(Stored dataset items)
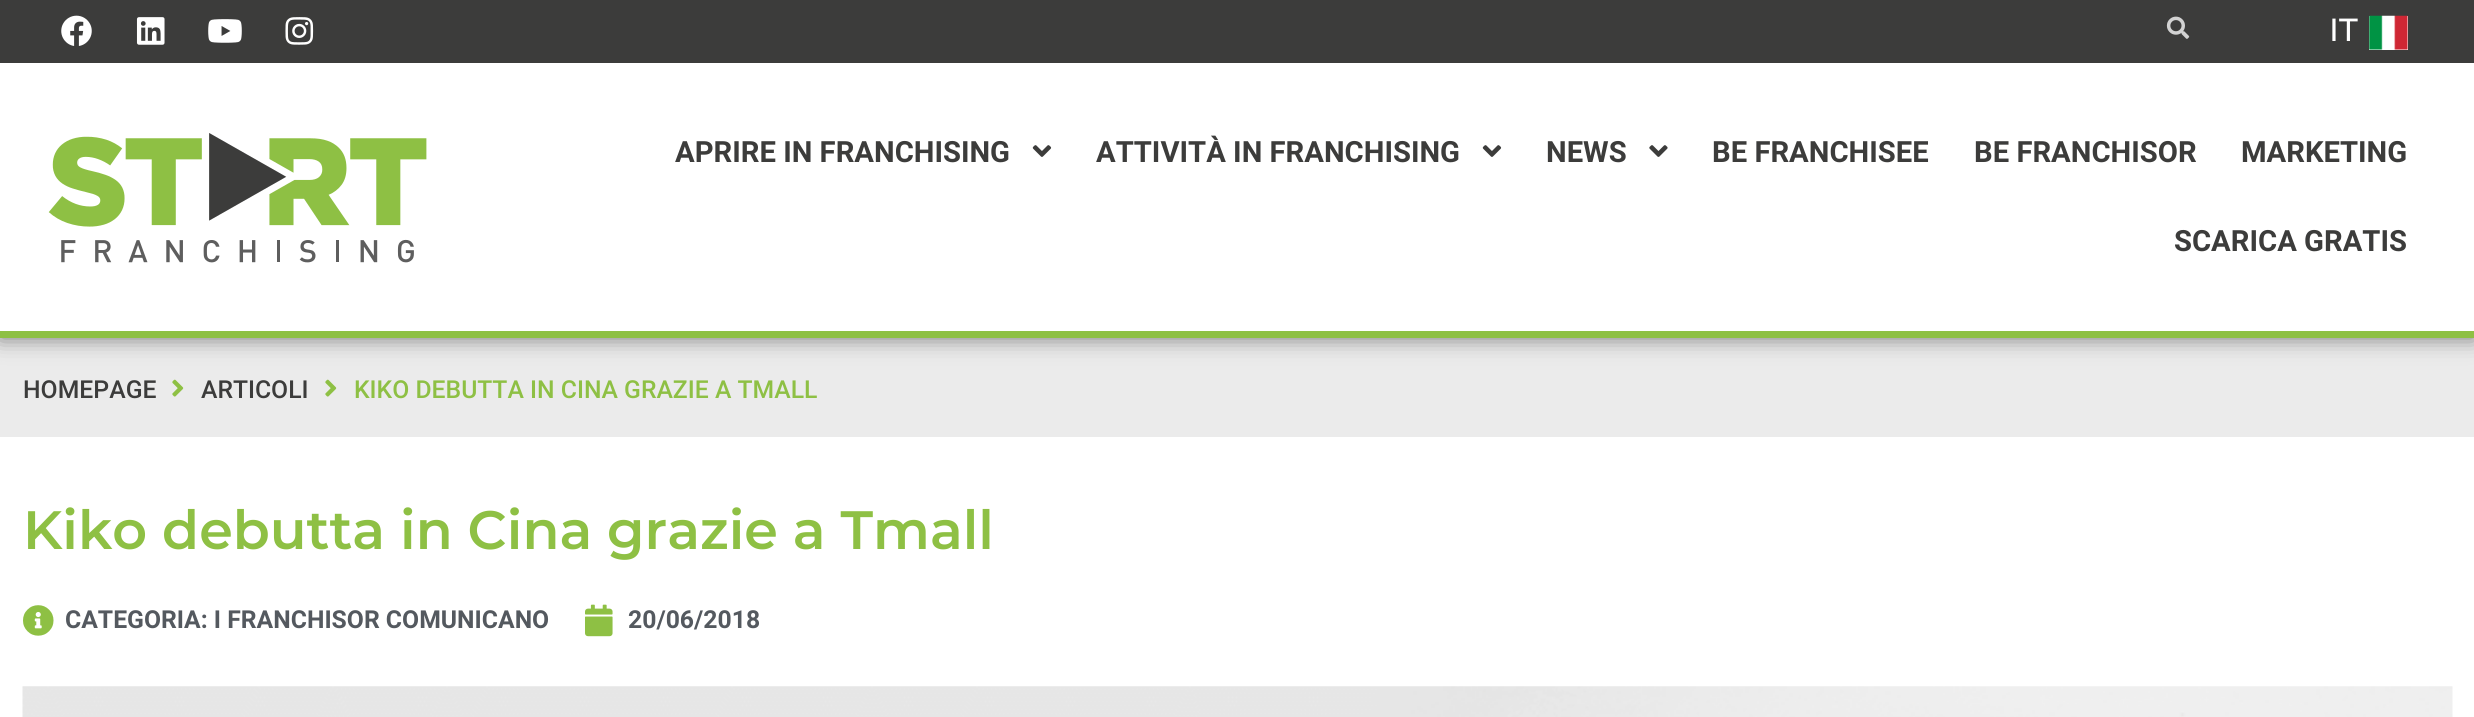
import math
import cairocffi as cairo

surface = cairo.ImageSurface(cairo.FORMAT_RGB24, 2474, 717)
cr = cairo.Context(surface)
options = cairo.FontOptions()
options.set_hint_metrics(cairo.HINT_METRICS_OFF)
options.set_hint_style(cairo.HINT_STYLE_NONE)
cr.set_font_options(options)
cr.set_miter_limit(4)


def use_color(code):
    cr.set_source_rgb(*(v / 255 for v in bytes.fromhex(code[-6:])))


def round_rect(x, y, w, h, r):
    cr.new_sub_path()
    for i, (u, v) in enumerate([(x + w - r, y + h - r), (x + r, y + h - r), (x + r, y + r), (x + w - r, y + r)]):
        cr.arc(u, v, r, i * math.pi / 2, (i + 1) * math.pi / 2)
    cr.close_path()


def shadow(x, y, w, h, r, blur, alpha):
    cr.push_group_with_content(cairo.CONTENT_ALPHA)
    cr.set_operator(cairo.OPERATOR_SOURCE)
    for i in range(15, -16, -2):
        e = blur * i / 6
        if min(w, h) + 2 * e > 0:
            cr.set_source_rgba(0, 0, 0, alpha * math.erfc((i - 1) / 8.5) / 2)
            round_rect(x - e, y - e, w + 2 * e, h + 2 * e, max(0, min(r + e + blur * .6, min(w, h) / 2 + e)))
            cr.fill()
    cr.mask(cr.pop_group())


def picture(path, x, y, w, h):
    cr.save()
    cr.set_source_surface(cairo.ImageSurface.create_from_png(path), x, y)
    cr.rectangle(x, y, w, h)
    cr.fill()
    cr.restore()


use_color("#ffffff")
cr.paint()
use_color("#ebebeb")
cr.rectangle(0, 338, 2474, 99)
cr.fill()
use_color("#000000")
shadow(0, 63, 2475, 275, 0, 11, 0.5)
use_color("#3c3c3b")
cr.rectangle(0, 0, 2474, 63)
cr.fill()
picture("img1.png", 61, 15, 31, 31)
picture("img2.png", 136, 17, 29, 28)
picture("img3.png", 208, 19, 34, 24)
picture("img4.png", 285, 17, 29, 28)
picture("img5.png", 2166, 16, 24, 23)
cr.select_font_face("Montserrat Medium")
cr.set_font_size(32)
use_color("#ffffff")
cr.move_to(2329, 41)
cr.show_text("IT")
cr.rectangle(2369, 16, 39, 34)
cr.fill()
picture("img6.png", 2369, 15, 39, 35)
cr.rectangle(0, 63, 2474, 268)
cr.fill()
use_color("#8ec044")
cr.rectangle(0, 331, 2474, 7)
cr.fill()
picture("img7.png", 48, 133, 379, 130)
cr.select_font_face("Roboto", cairo.FONT_SLANT_NORMAL, cairo.FONT_WEIGHT_BOLD)
cr.set_font_size(29.25)
use_color("#3c3c3b")
cr.move_to(675, 162)
cr.show_text("APRIRE IN FRANCHISING")
picture("img8.png", 1032, 145, 20, 12)
cr.move_to(1096, 162)
cr.show_text("ATTIVITÀ IN FRANCHISING")
picture("img8.png", 1482, 145, 20, 12)
cr.move_to(1546, 162)
cr.show_text("NEWS")
picture("img9.png", 1649, 145, 19, 12)
cr.move_to(1712, 162)
cr.show_text("BE FRANCHISEE")
cr.move_to(1974, 162)
cr.show_text("BE FRANCHISOR")
cr.move_to(2241, 162)
cr.show_text("MARKETING")
cr.move_to(2174, 251)
cr.show_text("SCARICA GRATIS")
cr.select_font_face("Roboto Medium")
cr.set_font_size(24.75)
cr.move_to(23, 398)
cr.show_text("HOMEPAGE")
picture("img10.png", 172, 379, 12, 18)
cr.move_to(201, 398)
cr.show_text("ARTICOLI")
picture("img10.png", 325, 379, 12, 18)
use_color("#8ec044")
cr.move_to(354, 398)
cr.show_text("KIKO DEBUTTA IN CINA GRAZIE A TMALL")
cr.select_font_face("Montserrat SemiBold")
cr.set_font_size(54)
cr.move_to(23, 549)
cr.show_text("Kiko debutta in Cina grazie a Tmall")
picture("img11.png", 23, 605, 31, 31)
cr.select_font_face("Roboto", cairo.FONT_SLANT_NORMAL, cairo.FONT_WEIGHT_BOLD)
cr.set_font_size(24.75)
use_color("#54595f")
cr.move_to(65, 628)
cr.show_text("CATEGORIA: I FRANCHISOR COMUNICANO")
picture("img12.png", 585, 604, 28, 33)
cr.move_to(628, 628)
cr.show_text("20/06/2018")
picture("img13.png", 22, 686, 2431, 31)
surface.write_to_png("result.png")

● GOAL OF THE EXERCISE
Above are the records; copy exactly the lines from the line with "cr.set_source_rgb(*(v / 255" through the line with "cr.push_group_with_content(cairo.CONTENT_ALPHA)", both included.

● SOLUTION
    cr.set_source_rgb(*(v / 255 for v in bytes.fromhex(code[-6:])))


def round_rect(x, y, w, h, r):
    cr.new_sub_path()
    for i, (u, v) in enumerate([(x + w - r, y + h - r), (x + r, y + h - r), (x + r, y + r), (x + w - r, y + r)]):
        cr.arc(u, v, r, i * math.pi / 2, (i + 1) * math.pi / 2)
    cr.close_path()


def shadow(x, y, w, h, r, blur, alpha):
    cr.push_group_with_content(cairo.CONTENT_ALPHA)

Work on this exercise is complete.